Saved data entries
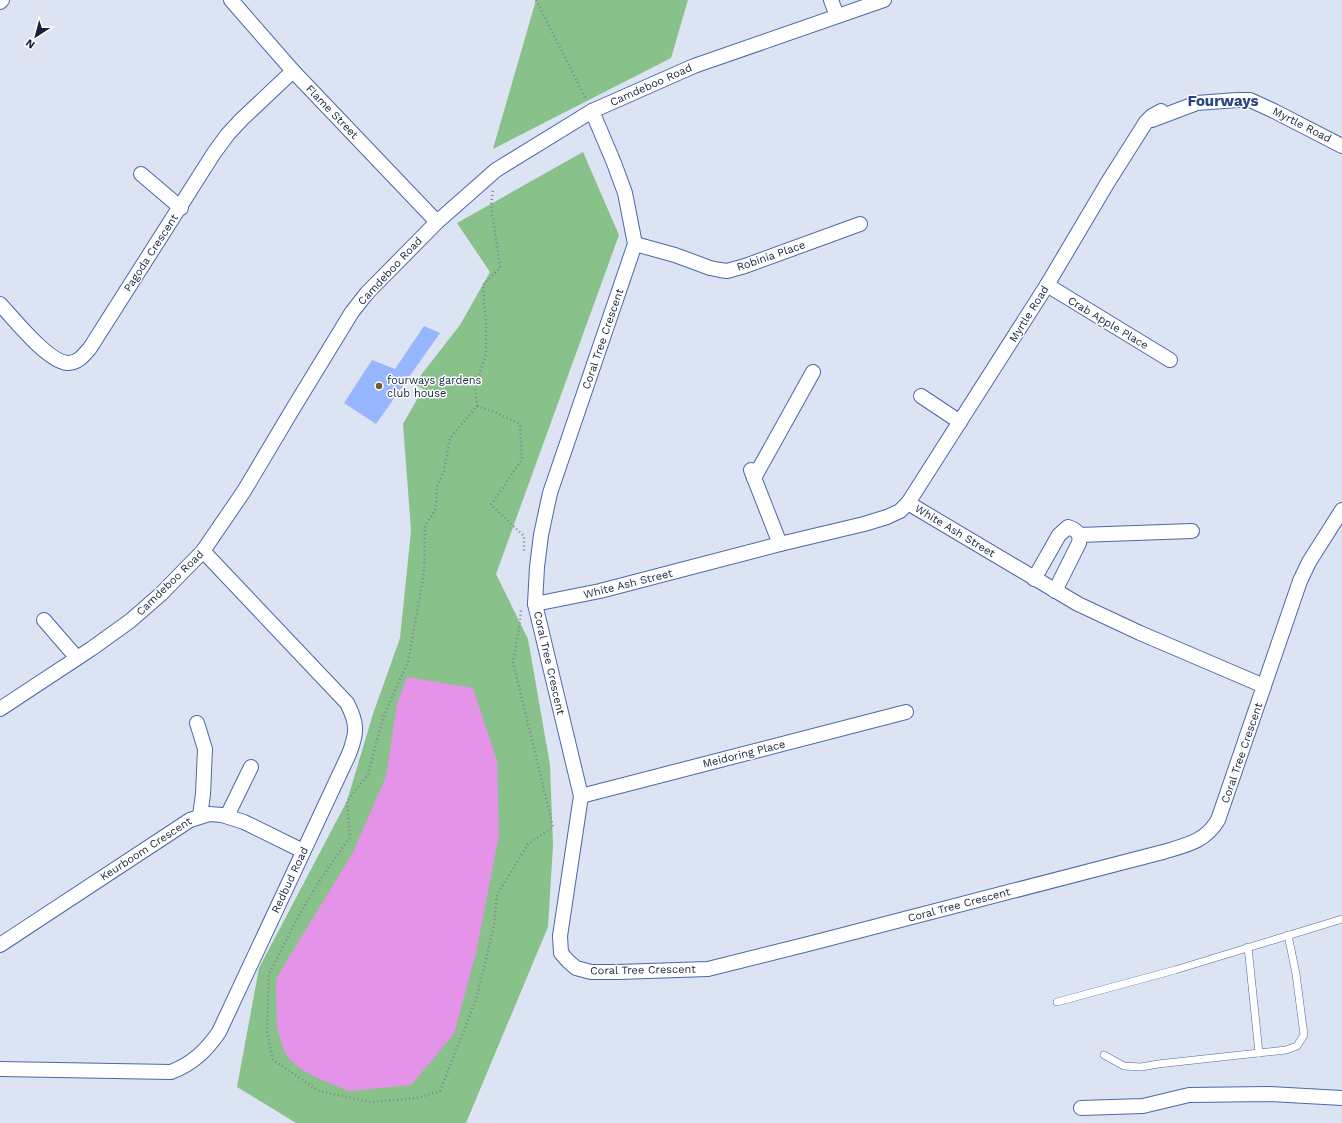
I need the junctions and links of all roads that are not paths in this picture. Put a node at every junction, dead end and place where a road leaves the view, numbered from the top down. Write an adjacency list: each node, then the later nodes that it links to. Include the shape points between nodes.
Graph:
1 (231, 0): 5 (street, Flame Street)
2 (831, 0): 4 (street)
3 (884, 0): 4 (street, Camdeboo Road)
4 (837, 16): 6 (street, Camdeboo Road, via 694,66)
5 (293, 71): 9 (street, Pagoda Crescent, via 228,134); 10 (street, Flame Street)
6 (592, 111): 10 (street, Camdeboo Road, via 496,170); 12 (street, via 625,193)
7 (1342, 146): 13 (street, Myrtle Road, via 1250,100 1198,103 1146,122)
8 (141, 174): 9 (street)
9 (180, 208): 14 (street, Pagoda Crescent, via 90,348 80,359 68,363 56,360 43,350)
10 (437, 222): 24 (street, Camdeboo Road, via 367,293 352,312 244,491)
11 (860, 224): 12 (street, Robinia Place, via 727,271)
12 (636, 244): 27 (street, Coral Tree Crescent, via 550,493 537,567)
13 (1047, 285): 15 (street, Crab Apple Place); 18 (street, Myrtle Road)
14 (0, 304)
15 (1170, 360)
16 (813, 372): 23 (street, via 752,474)
17 (921, 396): 18 (street)
18 (960, 422): 19 (street, Myrtle Road)
19 (908, 503): 23 (street, White Ash Street, via 887,517); 25 (street, White Ash Street)
20 (1342, 510): 30 (street, Coral Tree Crescent, via 1300,581)
21 (1192, 531): 22 (street)
22 (1079, 535): 25 (street, via 1068,527 1062,531); 26 (street, via 1080,544)
23 (780, 544): 27 (street, White Ash Street, via 565,600)
24 (204, 551): 29 (street, Camdeboo Road, via 130,621); 38 (street, Redbud Road, via 347,703 353,715 356,729 349,754)
25 (1034, 578): 26 (street, White Ash Street)
26 (1055, 591): 30 (street, White Ash Street, via 1140,633)
27 (535, 604): 35 (street, Coral Tree Crescent)
28 (44, 620): 29 (street)
29 (77, 658): 31 (street, Camdeboo Road)
30 (1264, 686): 35 (street, Coral Tree Crescent, via 1218,820 1201,839 1163,852 708,969 591,972 576,968 561,953 560,936)
31 (0, 709)
32 (906, 712): 35 (street, Meidoring Place)
33 (197, 724): 36 (street, via 205,749)
34 (251, 768): 37 (street)
35 (581, 796)
36 (200, 816): 37 (street, Keurboom Crescent); 41 (street, Keurboom Crescent, via 190,820)
37 (227, 816): 38 (street, Keurboom Crescent)
38 (303, 851): 46 (street, Redbud Road, via 218,1032 210,1045 184,1067 171,1072)
39 (1342, 920): 40 (lane)
40 (1288, 935): 42 (lane); 44 (lane, via 1304,1035 1297,1046)
41 (0, 945)
42 (1248, 947): 43 (lane); 44 (lane)
43 (1057, 1002)
44 (1259, 1053): 45 (lane, via 1141,1067 1124,1066)
45 (1104, 1056)
46 (0, 1069)
47 (1342, 1098): 48 (street, via 1268,1094 1189,1095 1143,1106)
48 (1081, 1108)

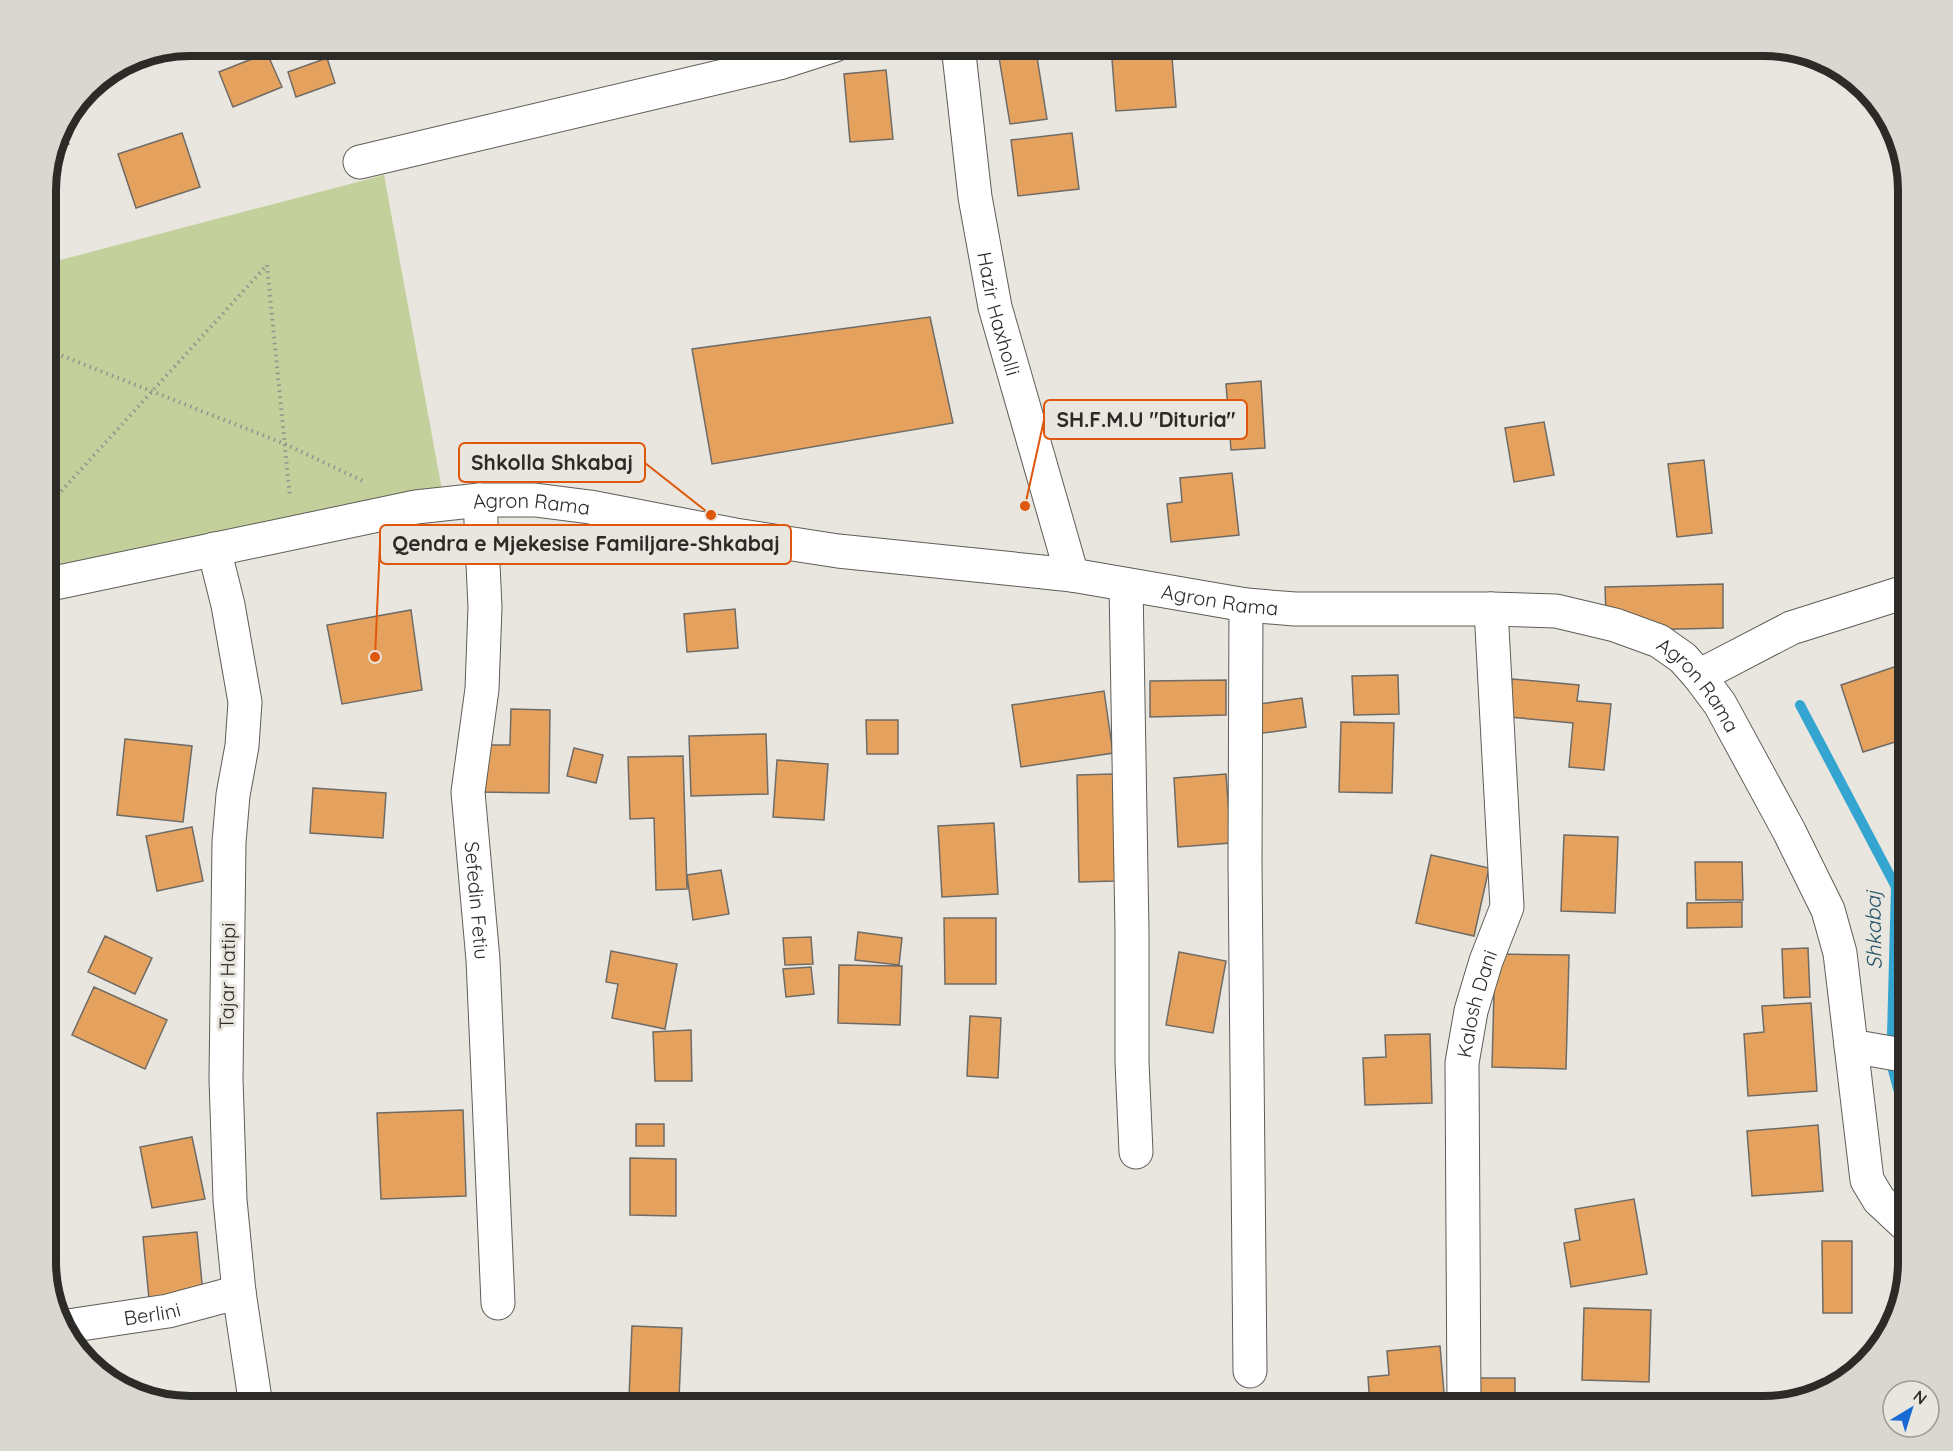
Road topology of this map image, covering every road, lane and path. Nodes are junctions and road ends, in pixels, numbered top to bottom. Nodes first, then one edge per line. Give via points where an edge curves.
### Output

Problem to solve:
Output the data above without changes, apart from leaving out the pictures.

The completed task:
I need the junctions and links of all roads that are not paths in this picture. Put a node at every junction, dead end and place where a road leaves the view, numbered from the top down. Write an adjacency list: each node, then the later nodes that it links to. Include the shape points between nodes.
Graph:
1 (231, 0): 5 (street, Flame Street)
2 (831, 0): 4 (street)
3 (884, 0): 4 (street, Camdeboo Road)
4 (837, 16): 6 (street, Camdeboo Road, via 694,66)
5 (293, 71): 9 (street, Pagoda Crescent, via 228,134); 10 (street, Flame Street)
6 (592, 111): 10 (street, Camdeboo Road, via 496,170); 12 (street, via 625,193)
7 (1342, 146): 13 (street, Myrtle Road, via 1250,100 1198,103 1146,122)
8 (141, 174): 9 (street)
9 (180, 208): 14 (street, Pagoda Crescent, via 90,348 80,359 68,363 56,360 43,350)
10 (437, 222): 24 (street, Camdeboo Road, via 367,293 352,312 244,491)
11 (860, 224): 12 (street, Robinia Place, via 727,271)
12 (636, 244): 27 (street, Coral Tree Crescent, via 550,493 537,567)
13 (1047, 285): 15 (street, Crab Apple Place); 18 (street, Myrtle Road)
14 (0, 304)
15 (1170, 360)
16 (813, 372): 23 (street, via 752,474)
17 (921, 396): 18 (street)
18 (960, 422): 19 (street, Myrtle Road)
19 (908, 503): 23 (street, White Ash Street, via 887,517); 25 (street, White Ash Street)
20 (1342, 510): 30 (street, Coral Tree Crescent, via 1300,581)
21 (1192, 531): 22 (street)
22 (1079, 535): 25 (street, via 1068,527 1062,531); 26 (street, via 1080,544)
23 (780, 544): 27 (street, White Ash Street, via 565,600)
24 (204, 551): 29 (street, Camdeboo Road, via 130,621); 38 (street, Redbud Road, via 347,703 353,715 356,729 349,754)
25 (1034, 578): 26 (street, White Ash Street)
26 (1055, 591): 30 (street, White Ash Street, via 1140,633)
27 (535, 604): 35 (street, Coral Tree Crescent)
28 (44, 620): 29 (street)
29 (77, 658): 31 (street, Camdeboo Road)
30 (1264, 686): 35 (street, Coral Tree Crescent, via 1218,820 1201,839 1163,852 708,969 591,972 576,968 561,953 560,936)
31 (0, 709)
32 (906, 712): 35 (street, Meidoring Place)
33 (197, 724): 36 (street, via 205,749)
34 (251, 768): 37 (street)
35 (581, 796)
36 (200, 816): 37 (street, Keurboom Crescent); 41 (street, Keurboom Crescent, via 190,820)
37 (227, 816): 38 (street, Keurboom Crescent)
38 (303, 851): 46 (street, Redbud Road, via 218,1032 210,1045 184,1067 171,1072)
39 (1342, 920): 40 (lane)
40 (1288, 935): 42 (lane); 44 (lane, via 1304,1035 1297,1046)
41 (0, 945)
42 (1248, 947): 43 (lane); 44 (lane)
43 (1057, 1002)
44 (1259, 1053): 45 (lane, via 1141,1067 1124,1066)
45 (1104, 1056)
46 (0, 1069)
47 (1342, 1098): 48 (street, via 1268,1094 1189,1095 1143,1106)
48 (1081, 1108)

Road topology of this map image, covering every road, lane and path. Nodes are junctions and road ends, in pixels, numbered top to bottom. Nodes first, then one edge per line. Give via points where an edge curves.
### Output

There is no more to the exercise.